THE DATA:
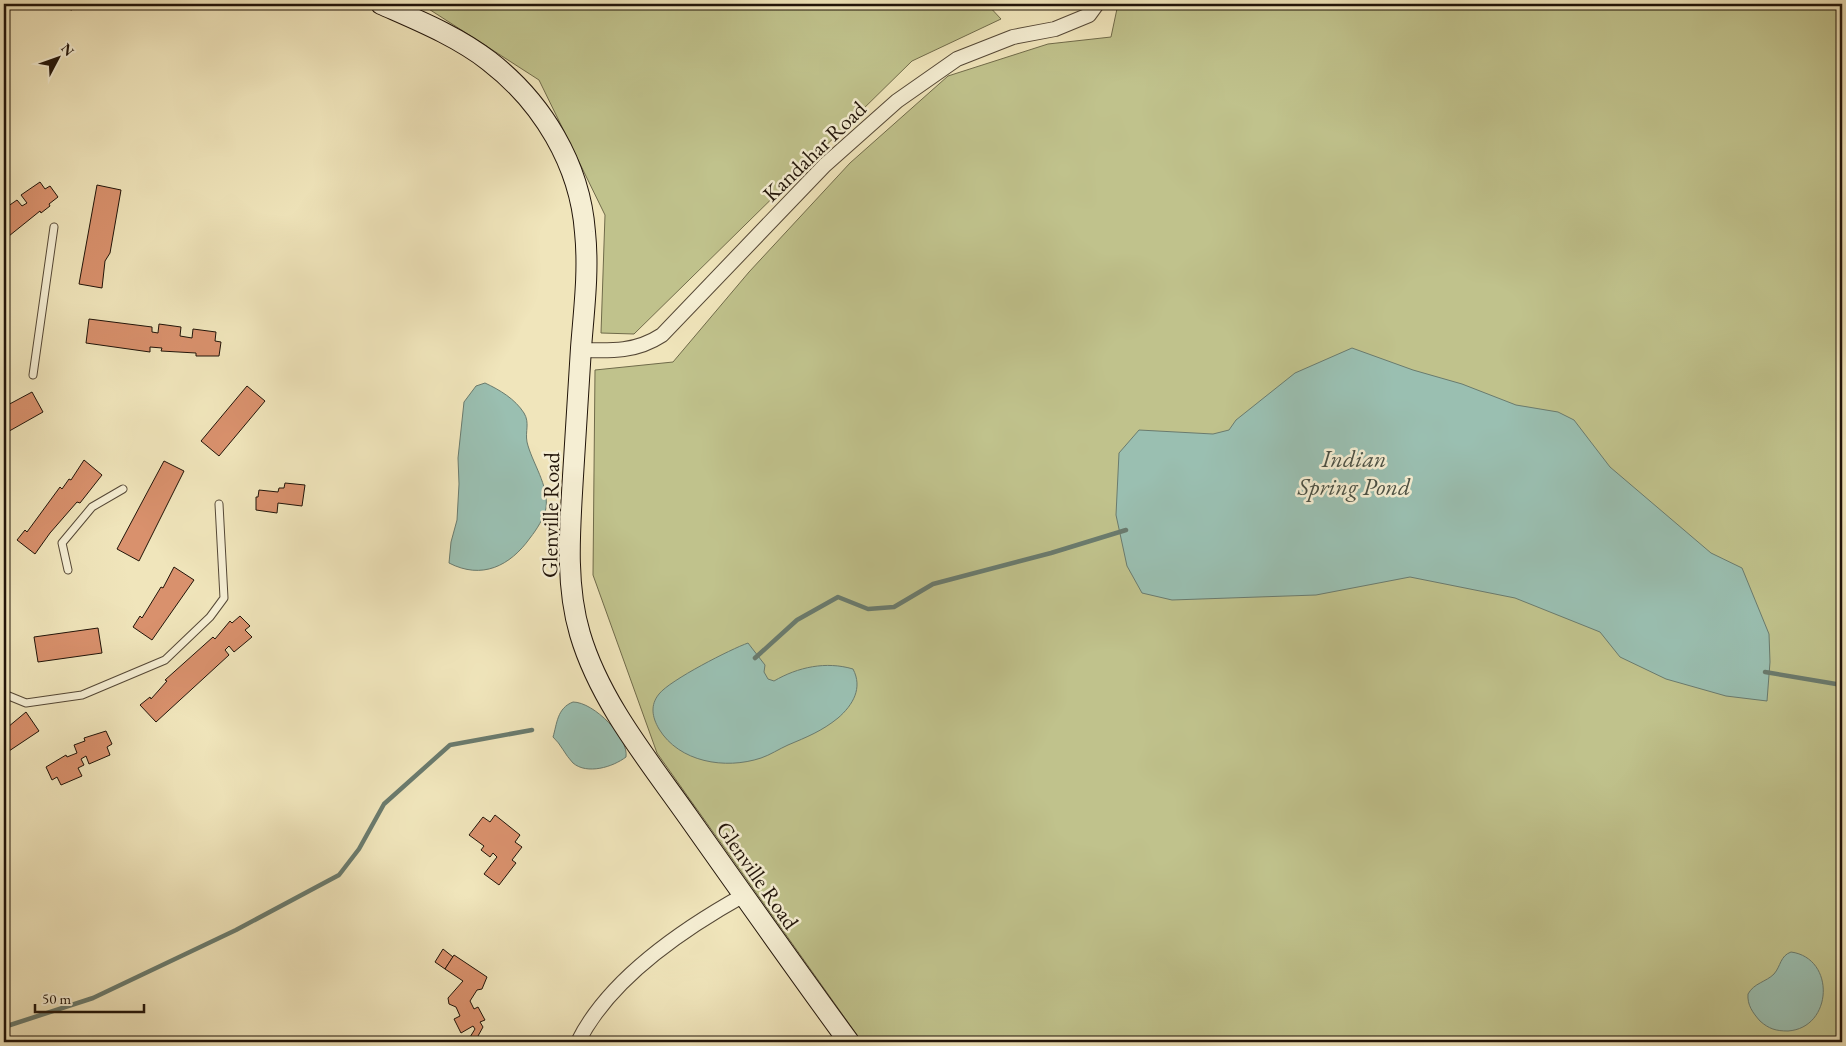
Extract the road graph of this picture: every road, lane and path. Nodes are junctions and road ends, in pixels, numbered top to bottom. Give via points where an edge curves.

* * *

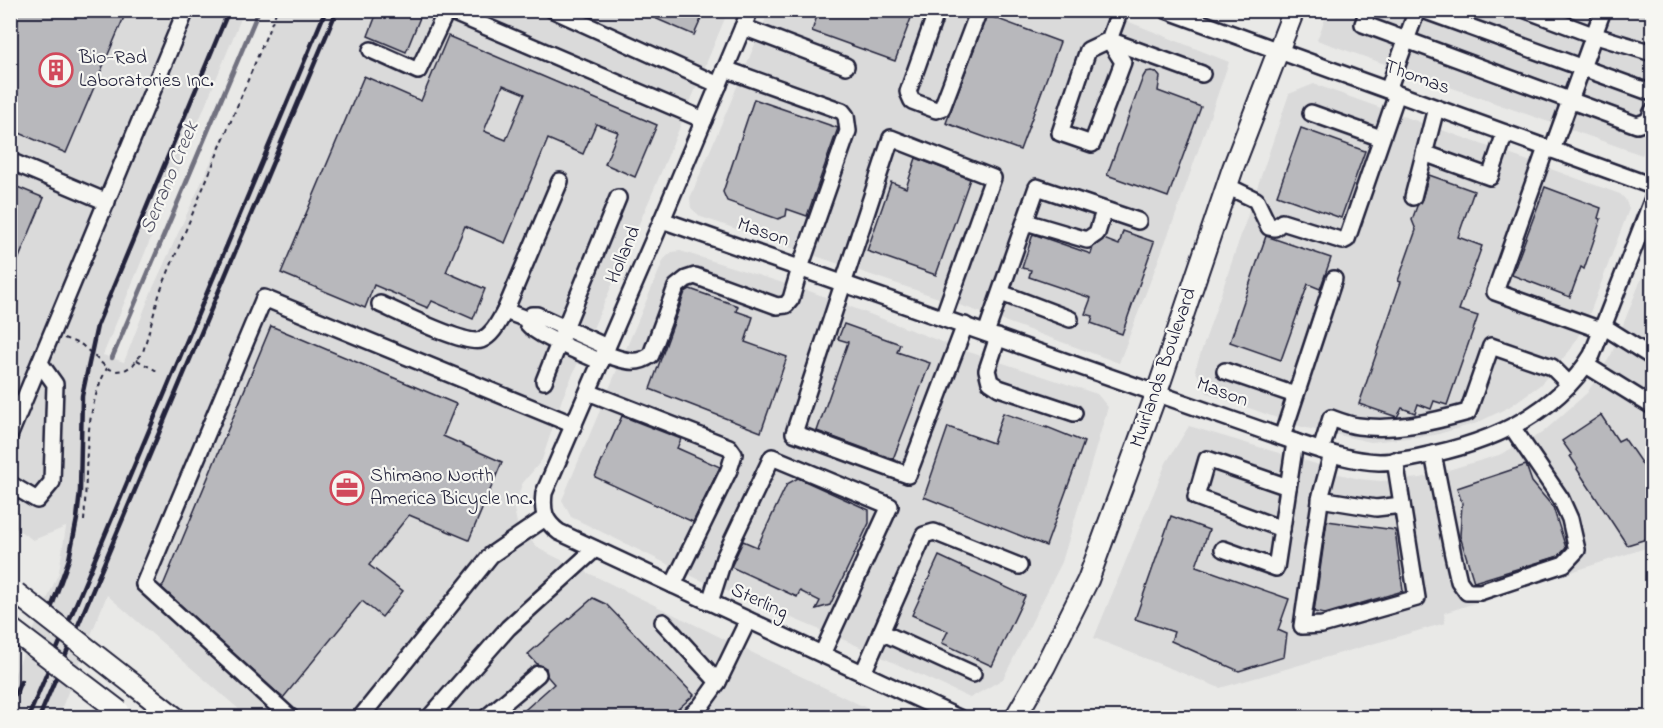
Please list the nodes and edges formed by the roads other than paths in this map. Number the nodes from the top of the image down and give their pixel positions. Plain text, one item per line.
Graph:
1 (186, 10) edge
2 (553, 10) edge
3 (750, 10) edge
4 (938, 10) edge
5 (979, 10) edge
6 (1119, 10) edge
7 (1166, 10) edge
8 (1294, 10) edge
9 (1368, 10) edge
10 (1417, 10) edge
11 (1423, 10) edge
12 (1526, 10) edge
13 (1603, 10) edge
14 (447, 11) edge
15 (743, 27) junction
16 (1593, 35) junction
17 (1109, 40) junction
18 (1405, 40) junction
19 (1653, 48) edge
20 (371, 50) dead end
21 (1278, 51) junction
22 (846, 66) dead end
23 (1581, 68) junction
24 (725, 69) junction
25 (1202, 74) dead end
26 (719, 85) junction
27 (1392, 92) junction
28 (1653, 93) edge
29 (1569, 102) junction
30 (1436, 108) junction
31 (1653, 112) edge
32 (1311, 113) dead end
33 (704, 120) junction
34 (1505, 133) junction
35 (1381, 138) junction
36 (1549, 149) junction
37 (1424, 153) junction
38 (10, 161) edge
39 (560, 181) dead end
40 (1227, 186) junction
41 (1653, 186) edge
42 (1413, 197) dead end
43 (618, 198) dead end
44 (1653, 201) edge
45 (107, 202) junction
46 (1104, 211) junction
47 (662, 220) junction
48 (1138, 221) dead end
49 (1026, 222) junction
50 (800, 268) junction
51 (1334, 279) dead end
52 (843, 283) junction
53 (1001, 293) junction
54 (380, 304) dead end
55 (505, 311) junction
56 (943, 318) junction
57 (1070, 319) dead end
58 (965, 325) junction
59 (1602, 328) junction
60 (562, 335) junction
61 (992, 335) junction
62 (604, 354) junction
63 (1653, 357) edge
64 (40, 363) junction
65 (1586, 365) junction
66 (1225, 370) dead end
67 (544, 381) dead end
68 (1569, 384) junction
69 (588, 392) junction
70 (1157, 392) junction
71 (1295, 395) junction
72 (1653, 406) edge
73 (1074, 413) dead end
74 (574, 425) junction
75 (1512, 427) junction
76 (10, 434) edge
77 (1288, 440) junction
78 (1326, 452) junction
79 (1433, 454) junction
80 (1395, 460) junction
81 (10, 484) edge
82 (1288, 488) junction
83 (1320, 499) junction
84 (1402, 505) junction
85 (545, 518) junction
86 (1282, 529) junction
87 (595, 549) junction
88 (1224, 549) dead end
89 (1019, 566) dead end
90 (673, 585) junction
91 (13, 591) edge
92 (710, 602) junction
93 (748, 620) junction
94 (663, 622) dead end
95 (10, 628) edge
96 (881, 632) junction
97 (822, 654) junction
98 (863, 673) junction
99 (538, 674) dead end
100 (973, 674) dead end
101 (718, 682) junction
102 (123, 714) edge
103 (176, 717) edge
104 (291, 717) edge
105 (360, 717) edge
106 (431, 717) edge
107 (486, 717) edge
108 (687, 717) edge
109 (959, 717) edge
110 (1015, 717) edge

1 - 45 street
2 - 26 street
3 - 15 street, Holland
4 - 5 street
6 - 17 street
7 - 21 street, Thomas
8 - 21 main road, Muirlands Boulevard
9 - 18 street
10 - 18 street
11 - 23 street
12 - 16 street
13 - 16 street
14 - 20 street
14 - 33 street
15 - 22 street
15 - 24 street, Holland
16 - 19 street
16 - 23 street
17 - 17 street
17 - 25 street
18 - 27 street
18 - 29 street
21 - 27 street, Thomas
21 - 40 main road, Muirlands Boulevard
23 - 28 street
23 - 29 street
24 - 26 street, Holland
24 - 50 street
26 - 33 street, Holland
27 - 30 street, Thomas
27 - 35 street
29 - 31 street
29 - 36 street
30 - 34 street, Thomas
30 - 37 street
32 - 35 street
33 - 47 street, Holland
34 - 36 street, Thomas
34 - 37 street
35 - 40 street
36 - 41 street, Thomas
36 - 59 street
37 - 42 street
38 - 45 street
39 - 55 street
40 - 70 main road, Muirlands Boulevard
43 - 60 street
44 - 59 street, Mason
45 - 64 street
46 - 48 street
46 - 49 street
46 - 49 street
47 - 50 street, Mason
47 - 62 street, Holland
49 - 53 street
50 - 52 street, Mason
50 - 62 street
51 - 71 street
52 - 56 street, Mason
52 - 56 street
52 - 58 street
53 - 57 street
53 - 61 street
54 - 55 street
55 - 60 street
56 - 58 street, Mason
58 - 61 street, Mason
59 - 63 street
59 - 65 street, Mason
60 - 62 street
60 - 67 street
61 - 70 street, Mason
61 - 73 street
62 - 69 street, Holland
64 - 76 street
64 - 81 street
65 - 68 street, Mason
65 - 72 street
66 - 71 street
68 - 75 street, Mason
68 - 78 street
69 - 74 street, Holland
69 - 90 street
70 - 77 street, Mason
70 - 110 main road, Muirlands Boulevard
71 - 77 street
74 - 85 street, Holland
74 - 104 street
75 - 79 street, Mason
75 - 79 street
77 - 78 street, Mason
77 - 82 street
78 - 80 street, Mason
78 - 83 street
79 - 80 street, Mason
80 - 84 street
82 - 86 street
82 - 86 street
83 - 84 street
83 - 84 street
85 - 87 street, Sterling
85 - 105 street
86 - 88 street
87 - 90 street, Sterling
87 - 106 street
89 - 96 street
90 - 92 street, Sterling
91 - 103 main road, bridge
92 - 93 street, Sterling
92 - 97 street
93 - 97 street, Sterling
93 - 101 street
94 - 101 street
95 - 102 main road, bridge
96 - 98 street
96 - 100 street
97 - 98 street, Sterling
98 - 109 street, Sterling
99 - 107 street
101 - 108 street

==

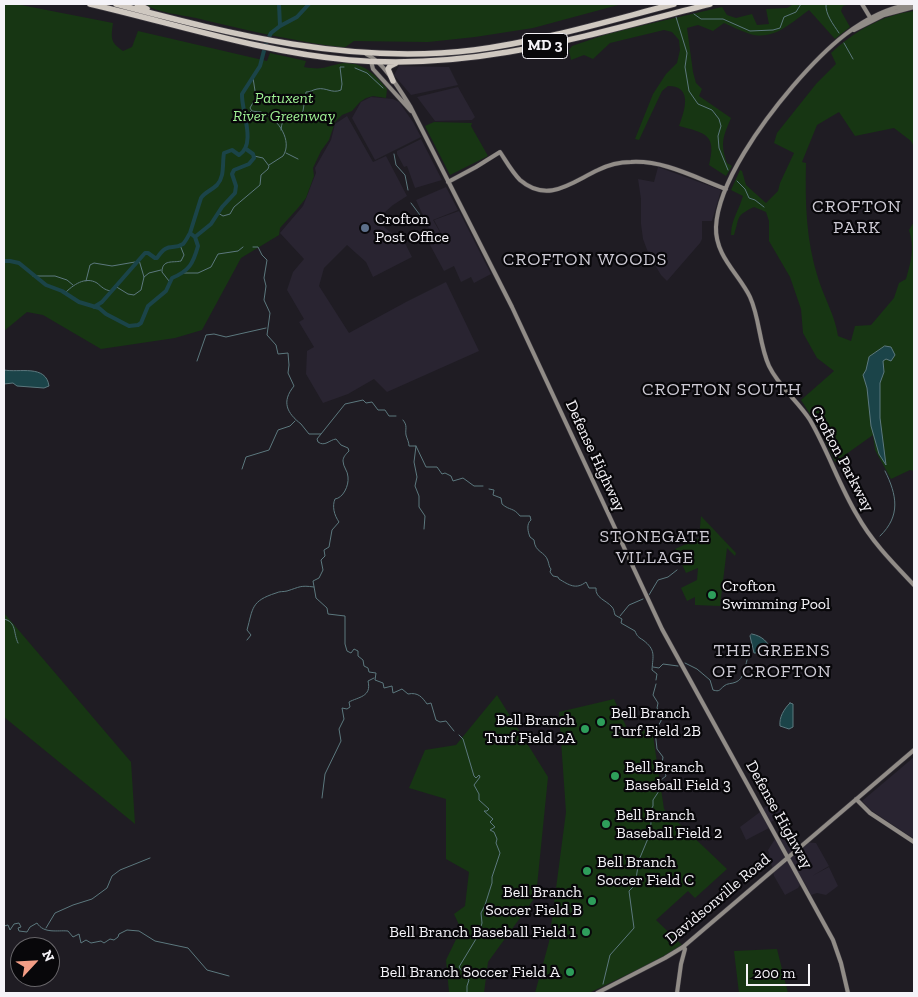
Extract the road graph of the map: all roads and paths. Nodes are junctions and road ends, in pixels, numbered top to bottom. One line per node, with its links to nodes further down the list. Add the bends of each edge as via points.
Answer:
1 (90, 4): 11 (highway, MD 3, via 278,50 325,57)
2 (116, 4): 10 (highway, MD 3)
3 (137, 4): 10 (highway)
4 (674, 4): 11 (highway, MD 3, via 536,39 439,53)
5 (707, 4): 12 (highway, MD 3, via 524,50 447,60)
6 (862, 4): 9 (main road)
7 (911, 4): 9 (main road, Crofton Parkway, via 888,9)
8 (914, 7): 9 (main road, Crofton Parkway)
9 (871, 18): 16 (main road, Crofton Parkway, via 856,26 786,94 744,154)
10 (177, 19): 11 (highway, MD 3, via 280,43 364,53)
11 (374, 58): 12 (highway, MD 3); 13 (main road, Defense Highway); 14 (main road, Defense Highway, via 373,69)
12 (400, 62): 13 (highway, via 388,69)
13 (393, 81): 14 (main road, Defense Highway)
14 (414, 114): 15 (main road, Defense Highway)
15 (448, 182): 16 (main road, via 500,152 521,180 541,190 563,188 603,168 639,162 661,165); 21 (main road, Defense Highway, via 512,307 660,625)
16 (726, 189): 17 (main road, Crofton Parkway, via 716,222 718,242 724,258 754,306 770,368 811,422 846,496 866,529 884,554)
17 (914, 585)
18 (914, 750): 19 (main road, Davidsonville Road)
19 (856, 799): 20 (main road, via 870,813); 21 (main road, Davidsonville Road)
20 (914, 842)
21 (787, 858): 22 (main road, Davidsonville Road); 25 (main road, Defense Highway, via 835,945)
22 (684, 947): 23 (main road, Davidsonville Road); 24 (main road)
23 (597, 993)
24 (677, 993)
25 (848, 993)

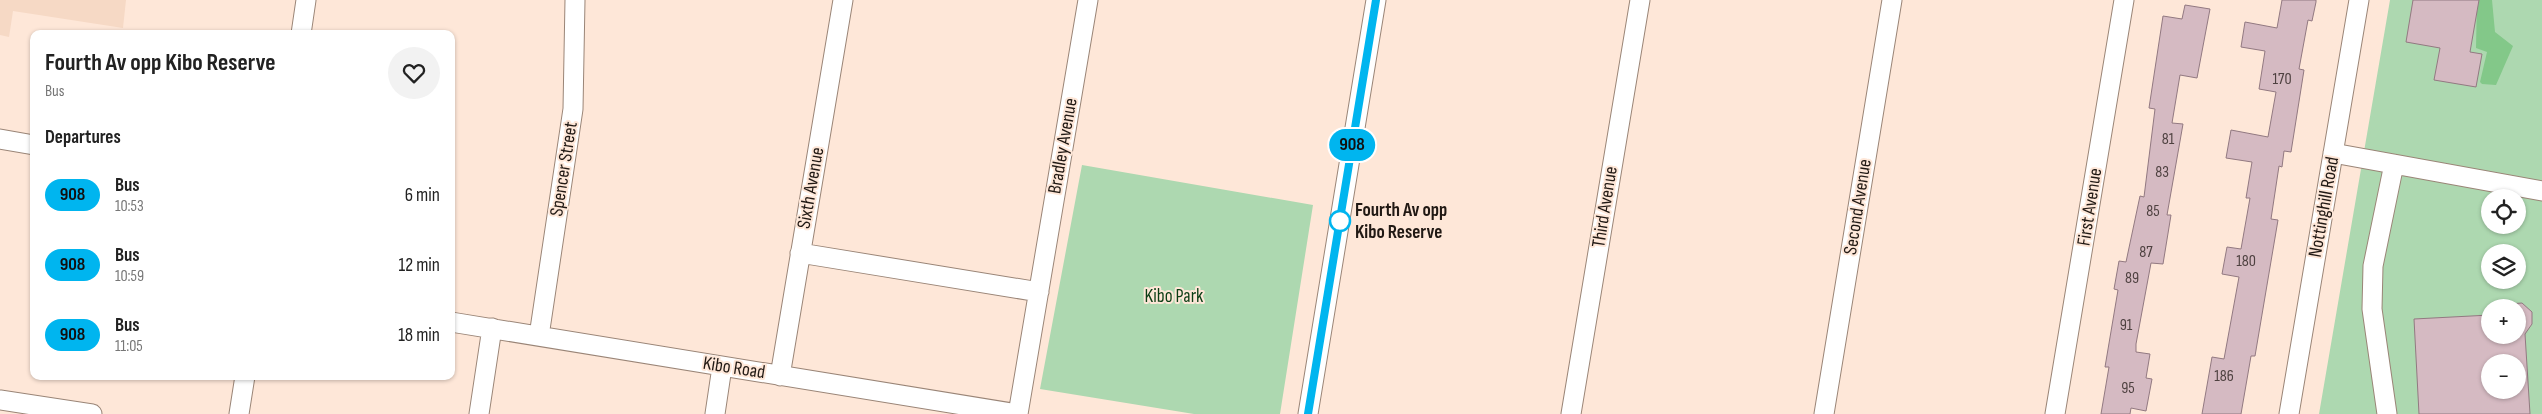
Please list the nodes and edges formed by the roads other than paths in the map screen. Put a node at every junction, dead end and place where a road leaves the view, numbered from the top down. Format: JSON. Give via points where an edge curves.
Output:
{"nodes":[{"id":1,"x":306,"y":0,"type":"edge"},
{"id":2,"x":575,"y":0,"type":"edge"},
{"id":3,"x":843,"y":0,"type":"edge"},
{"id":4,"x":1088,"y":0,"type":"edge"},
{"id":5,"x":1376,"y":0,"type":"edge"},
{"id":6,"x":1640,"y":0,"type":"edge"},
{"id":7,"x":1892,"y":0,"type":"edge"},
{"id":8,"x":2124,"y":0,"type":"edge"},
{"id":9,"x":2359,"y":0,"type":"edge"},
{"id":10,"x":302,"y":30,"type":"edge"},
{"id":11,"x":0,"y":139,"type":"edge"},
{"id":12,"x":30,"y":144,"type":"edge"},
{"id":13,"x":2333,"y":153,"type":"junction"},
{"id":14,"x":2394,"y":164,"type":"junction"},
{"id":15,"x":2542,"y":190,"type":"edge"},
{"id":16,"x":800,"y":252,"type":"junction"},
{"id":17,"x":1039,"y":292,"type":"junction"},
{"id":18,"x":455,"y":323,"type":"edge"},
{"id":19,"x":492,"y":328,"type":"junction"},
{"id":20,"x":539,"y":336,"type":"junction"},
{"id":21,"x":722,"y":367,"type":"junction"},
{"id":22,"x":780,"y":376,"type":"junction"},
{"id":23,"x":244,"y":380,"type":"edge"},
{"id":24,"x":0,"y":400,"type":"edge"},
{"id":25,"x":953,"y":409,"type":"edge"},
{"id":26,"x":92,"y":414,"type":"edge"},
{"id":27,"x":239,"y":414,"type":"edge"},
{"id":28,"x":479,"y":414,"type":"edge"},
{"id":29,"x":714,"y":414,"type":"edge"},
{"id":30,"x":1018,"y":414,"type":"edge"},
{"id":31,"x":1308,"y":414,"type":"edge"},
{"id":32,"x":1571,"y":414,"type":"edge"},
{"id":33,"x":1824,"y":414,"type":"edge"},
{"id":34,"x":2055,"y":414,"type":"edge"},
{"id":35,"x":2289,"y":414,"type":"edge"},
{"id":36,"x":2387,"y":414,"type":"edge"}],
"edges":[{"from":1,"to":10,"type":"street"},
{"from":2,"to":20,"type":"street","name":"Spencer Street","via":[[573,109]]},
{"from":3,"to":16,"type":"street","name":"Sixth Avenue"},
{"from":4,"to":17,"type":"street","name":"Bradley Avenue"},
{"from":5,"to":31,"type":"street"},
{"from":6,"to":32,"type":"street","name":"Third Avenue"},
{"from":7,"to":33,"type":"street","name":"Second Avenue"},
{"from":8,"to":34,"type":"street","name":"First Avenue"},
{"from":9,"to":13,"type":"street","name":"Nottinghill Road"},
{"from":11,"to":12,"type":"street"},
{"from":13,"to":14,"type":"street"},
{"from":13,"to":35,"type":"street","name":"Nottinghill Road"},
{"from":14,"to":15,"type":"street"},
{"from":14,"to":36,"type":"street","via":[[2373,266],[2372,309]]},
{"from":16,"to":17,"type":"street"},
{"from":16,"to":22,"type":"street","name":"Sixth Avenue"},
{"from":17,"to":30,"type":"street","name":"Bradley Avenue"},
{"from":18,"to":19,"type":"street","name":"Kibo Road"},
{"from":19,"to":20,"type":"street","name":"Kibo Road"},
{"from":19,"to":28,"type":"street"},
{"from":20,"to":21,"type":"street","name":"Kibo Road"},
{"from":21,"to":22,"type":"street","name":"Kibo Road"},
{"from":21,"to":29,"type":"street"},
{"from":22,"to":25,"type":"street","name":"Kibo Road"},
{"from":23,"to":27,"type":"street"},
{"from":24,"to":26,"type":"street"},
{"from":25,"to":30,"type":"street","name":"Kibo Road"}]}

EXERCISE BRIEF: Wherever a line above contains "formed", copy that line.

TASK RESULT:
Please list the nodes and edges formed by the roads other than paths in this map. Number the nodes from the top of the image down and give their pixel positions. Plain text, one item per line.
Please list the nodes and edges formed by the roads other than paths in the map screen. Put a node at every junction, dead end and place where a road leaves the view, numbered from the top down. Format: JSON. Give via points where an edge curves.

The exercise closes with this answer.